New plan to unearth table-tennis talent

SINGAPORE - Singapore's national table tennis players have been world-class for years, with the women especially prominent, after being crowned world team champions in 2010 and bagging one silver and two bronze medals at the Olympic Games - team silver in Beijing 2008 and team bronze and women's singles bronze in London 2012.

The search for the next batch of paddlers to succeed them has not been easy.

After a review, the Singapore Table Tennis Association (STTA) has decided to dismantle the national youth team - the feeder squad for the national team - and introduce a new plan from next year.

The new system will see the top four finishers in STTA's local tournaments invited for selection trials to join a preparatory squad, ahead of tournaments like the South-east Asian (SEA) Junior Table Tennis Championships.

The tenure of the team will depend on the nature of the tournament, and will be disbanded right after the competition.

Speaking on Wednesday, STTA CEO Wong Hui Leng said: "The STTA has done a review of our youth development pathway and have found that we will need to chart a new path for Singapore if we ever harbour hopes of continuing to match the standards of the top table tennis nations, and more importantly, if we hope to see more Singapore-trained and groomed players on the winners' podium.

"The STTA has deliberated many times on which would be the best path in achieving results with the limited resources."

New system

Under the new system, which will kick off on Jan 1 2014, paddlers selected after the trials are expected to fulfil a minimum training attendance, which will take into account the students' examinations and school competitions.

Instead of spreading the budget over a year, resources will be concentrated on the period the preparatory team is kept together.

Outside of the period of time to get the team prepared for a competition, development of the paddlers at age-group level will be left to their respective schools, personal coaches and clubs.

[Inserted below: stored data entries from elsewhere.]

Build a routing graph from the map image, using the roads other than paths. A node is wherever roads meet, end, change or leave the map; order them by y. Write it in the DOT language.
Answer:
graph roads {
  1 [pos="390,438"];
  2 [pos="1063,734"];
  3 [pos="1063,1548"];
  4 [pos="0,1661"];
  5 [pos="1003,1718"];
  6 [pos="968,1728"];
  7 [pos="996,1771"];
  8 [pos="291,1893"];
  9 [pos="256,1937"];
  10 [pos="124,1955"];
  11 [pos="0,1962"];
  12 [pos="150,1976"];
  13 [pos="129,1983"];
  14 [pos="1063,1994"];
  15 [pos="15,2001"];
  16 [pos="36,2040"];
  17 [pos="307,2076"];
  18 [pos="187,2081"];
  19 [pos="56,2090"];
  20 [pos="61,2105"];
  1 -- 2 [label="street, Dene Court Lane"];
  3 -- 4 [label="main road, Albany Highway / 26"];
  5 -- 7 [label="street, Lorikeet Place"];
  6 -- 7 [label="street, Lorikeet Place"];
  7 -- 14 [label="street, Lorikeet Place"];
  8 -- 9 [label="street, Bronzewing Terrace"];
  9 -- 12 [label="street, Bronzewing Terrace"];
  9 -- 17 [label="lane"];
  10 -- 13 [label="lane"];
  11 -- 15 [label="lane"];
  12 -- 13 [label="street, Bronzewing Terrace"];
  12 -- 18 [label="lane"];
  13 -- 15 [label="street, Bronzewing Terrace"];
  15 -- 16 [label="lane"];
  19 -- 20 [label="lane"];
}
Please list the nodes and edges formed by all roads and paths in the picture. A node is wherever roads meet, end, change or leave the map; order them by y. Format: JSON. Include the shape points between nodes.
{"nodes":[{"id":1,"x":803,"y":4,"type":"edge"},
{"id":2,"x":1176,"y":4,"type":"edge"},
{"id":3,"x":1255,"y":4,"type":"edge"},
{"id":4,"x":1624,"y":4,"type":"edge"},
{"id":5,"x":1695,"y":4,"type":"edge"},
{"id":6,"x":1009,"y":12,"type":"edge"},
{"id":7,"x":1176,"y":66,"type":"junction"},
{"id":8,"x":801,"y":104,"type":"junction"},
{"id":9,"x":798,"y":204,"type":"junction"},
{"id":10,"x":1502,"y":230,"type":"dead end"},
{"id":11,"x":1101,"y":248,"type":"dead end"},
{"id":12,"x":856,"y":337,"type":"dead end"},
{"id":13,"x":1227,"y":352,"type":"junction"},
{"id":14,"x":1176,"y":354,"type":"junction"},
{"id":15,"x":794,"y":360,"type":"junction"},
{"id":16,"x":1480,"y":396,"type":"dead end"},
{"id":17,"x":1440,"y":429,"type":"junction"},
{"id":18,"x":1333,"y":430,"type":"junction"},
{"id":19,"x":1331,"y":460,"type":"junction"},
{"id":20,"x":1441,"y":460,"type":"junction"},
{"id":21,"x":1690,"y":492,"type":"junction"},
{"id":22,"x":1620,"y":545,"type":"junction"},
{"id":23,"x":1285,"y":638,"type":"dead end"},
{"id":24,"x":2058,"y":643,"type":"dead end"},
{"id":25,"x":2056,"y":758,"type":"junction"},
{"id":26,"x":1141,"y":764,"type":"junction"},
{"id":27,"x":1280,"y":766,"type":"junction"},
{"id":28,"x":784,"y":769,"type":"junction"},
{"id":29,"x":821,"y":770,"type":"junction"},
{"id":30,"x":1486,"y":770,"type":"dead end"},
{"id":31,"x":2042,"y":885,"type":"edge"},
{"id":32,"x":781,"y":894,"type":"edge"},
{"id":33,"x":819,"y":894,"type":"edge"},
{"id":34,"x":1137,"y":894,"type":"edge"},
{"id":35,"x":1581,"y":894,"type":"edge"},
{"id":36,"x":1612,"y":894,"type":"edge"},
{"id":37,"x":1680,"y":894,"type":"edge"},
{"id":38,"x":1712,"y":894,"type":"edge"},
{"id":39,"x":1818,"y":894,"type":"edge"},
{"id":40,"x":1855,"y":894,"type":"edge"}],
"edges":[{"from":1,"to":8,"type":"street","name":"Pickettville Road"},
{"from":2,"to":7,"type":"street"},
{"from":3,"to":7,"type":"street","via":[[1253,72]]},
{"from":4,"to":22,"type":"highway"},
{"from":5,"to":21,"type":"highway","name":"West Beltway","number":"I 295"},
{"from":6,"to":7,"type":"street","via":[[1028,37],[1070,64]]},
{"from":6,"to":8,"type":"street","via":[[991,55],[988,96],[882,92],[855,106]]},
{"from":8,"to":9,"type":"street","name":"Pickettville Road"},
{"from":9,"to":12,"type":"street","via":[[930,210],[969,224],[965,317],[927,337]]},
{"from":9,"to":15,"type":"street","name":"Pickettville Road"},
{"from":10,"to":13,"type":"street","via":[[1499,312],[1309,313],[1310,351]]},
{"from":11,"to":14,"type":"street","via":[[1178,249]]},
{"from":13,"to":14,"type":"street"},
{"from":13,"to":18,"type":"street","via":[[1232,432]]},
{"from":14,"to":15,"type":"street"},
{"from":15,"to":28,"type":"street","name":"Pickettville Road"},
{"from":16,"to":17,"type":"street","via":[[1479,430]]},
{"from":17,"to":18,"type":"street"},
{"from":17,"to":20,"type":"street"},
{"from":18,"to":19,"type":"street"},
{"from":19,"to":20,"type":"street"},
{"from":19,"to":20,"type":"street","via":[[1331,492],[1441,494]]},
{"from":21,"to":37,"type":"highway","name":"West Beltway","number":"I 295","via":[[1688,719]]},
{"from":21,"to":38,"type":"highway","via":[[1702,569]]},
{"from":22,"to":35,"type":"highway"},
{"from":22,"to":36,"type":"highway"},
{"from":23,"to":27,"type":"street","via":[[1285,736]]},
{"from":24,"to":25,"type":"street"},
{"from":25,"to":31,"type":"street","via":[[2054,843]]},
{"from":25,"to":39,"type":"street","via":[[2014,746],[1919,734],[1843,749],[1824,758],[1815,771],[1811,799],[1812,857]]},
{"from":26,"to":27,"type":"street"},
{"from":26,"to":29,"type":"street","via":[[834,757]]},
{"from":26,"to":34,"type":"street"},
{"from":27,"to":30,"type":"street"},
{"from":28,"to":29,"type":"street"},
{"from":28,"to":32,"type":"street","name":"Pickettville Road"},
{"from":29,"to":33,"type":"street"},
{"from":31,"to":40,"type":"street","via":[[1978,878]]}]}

Currently, aspiring paddlers will have only one chance to join the national youth team - via selection trials when they are in secondary one, although outstanding talent outside the team may also be invited to join.

The STTA says most players in the team have not been able to attend at least half the training sessions because of inter-school competitions and exams.

Some players in the team - aged between 13 and 18 - have also opted out of selection trials for tournaments like the SEA Junior Championships. Internationally, players are starting to devote themselves to table tennis at a younger age, thus driving up the competitiveness of the sport even at age-group levels.

Parents of 17 paddlers in the youth development squad - which feed into the national youth team - were briefed by STTA officials of the new plan on Monday night.

Stephen Chia, father of national youth team paddler Shing Kee, was surprised by the move. The 47-year-old student care facilitator said: "I wasn't informed about this and am quite disappointed. The STTA said previously that the national youth team would not be disbanded, and we parents have been asking them time and again to engage us but there has been none."

He said Shing Kee, a secondary one Raffles Institution student, will continue in the sport, but he hopes to meet with the STTA with parents of other affected paddlers to learn more about the new structure.

"Shing Kee's love and passion for table tennis is still there, so we'd like him to continue training in hope the he can one day represent Singapore."